- **WORK REQUIRED**
Copy each line of the records below that has "other" in it.

- **RECORDS SUPPLIED**

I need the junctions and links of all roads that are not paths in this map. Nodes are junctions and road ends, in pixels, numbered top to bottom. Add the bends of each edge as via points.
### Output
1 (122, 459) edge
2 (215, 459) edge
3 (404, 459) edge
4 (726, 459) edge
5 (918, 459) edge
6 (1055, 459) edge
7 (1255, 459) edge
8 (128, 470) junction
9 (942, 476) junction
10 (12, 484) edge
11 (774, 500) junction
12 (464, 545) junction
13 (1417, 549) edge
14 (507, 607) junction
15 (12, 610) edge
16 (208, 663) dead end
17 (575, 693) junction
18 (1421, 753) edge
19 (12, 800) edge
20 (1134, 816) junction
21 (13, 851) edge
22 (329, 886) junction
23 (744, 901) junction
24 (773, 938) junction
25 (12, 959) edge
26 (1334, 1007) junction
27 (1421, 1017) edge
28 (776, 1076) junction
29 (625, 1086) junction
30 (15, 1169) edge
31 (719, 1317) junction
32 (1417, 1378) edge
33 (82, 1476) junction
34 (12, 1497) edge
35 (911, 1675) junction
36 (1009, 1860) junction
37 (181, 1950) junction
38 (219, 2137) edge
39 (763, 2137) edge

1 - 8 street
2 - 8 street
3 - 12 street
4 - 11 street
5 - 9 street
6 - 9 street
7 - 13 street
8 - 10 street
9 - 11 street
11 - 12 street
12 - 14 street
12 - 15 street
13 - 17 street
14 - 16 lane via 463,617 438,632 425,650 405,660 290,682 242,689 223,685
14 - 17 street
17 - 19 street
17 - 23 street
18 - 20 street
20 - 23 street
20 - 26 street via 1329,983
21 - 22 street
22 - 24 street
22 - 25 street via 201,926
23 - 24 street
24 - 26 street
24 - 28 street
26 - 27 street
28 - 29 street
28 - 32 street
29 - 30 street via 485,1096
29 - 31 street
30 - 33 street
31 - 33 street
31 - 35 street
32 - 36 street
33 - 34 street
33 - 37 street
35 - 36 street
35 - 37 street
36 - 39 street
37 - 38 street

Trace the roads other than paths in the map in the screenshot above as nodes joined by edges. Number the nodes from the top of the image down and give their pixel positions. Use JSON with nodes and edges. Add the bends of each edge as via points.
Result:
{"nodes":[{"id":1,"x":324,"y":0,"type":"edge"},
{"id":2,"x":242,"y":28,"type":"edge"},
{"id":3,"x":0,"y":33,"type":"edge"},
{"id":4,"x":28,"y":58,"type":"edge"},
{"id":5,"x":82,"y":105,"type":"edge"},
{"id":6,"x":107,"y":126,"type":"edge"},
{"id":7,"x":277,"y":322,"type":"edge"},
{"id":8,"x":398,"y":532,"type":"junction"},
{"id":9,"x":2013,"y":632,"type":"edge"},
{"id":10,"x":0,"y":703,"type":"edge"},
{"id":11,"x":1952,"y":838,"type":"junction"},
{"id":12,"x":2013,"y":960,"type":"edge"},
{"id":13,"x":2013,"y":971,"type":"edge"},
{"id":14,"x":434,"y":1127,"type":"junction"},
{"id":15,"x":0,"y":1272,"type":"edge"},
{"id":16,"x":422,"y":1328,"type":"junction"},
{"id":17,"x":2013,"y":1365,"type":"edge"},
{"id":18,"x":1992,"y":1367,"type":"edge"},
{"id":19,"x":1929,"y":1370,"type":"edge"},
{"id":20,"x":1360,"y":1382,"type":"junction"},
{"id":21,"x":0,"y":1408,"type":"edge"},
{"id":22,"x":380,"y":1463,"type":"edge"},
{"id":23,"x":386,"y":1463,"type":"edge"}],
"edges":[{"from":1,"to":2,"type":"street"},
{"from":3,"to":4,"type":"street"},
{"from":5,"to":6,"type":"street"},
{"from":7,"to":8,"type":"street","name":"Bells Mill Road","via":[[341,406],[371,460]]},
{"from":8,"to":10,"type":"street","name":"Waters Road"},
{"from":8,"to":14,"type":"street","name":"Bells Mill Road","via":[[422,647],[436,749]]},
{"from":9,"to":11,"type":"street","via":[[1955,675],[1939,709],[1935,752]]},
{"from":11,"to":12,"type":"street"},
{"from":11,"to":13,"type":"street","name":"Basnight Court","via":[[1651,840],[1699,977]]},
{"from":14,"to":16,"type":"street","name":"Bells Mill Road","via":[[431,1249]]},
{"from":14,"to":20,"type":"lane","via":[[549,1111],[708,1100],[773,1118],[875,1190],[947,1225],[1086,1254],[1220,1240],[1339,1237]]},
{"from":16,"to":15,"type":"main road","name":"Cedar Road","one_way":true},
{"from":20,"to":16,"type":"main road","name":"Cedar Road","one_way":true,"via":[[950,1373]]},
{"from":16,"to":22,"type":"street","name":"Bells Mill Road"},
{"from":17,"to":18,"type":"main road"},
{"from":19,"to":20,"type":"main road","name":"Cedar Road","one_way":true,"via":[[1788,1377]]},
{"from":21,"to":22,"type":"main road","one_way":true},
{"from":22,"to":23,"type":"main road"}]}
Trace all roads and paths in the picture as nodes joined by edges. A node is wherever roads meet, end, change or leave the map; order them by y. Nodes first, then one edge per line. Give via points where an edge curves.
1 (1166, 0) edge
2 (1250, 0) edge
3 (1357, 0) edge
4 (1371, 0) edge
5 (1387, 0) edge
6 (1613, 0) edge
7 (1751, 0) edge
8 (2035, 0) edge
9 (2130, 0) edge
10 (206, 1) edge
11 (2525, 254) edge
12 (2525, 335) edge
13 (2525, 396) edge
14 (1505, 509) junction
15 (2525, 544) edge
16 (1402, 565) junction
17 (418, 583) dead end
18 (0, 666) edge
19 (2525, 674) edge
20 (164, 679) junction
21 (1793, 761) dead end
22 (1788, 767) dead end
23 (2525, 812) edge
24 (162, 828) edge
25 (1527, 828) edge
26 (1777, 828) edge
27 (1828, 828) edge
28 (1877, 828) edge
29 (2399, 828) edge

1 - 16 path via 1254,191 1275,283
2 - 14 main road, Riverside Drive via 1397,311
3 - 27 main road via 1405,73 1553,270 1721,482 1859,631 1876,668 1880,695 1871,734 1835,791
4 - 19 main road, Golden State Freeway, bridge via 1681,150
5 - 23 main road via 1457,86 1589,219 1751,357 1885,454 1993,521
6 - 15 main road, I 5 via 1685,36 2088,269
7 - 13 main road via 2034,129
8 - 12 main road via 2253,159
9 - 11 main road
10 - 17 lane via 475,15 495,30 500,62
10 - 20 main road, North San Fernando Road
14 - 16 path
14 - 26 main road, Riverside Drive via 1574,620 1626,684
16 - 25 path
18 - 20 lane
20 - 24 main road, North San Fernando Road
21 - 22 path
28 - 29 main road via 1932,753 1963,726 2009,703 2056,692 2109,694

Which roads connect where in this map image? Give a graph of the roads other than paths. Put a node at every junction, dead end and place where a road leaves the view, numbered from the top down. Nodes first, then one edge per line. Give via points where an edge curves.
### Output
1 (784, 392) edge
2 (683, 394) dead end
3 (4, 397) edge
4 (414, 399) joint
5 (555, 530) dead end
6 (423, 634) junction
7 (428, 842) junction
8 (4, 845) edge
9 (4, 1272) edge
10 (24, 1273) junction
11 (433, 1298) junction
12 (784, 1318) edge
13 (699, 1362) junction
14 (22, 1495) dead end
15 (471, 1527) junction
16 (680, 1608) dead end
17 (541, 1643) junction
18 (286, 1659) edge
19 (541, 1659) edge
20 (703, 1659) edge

- **RESPONSE AREA**
Trace the roads other than paths in the map in the screenshot above as nodes joined by edges. Number the nodes from the top of the image down and give their pixel positions. Use JSON with nodes and edges. Add the bends of each edge as via points.
Which roads connect where in this map image? Give a graph of the roads other than paths. Put a node at every junction, dead end and place where a road leaves the view, numbered from the top down. Nodes first, then one edge per line. Give via points where an edge curves.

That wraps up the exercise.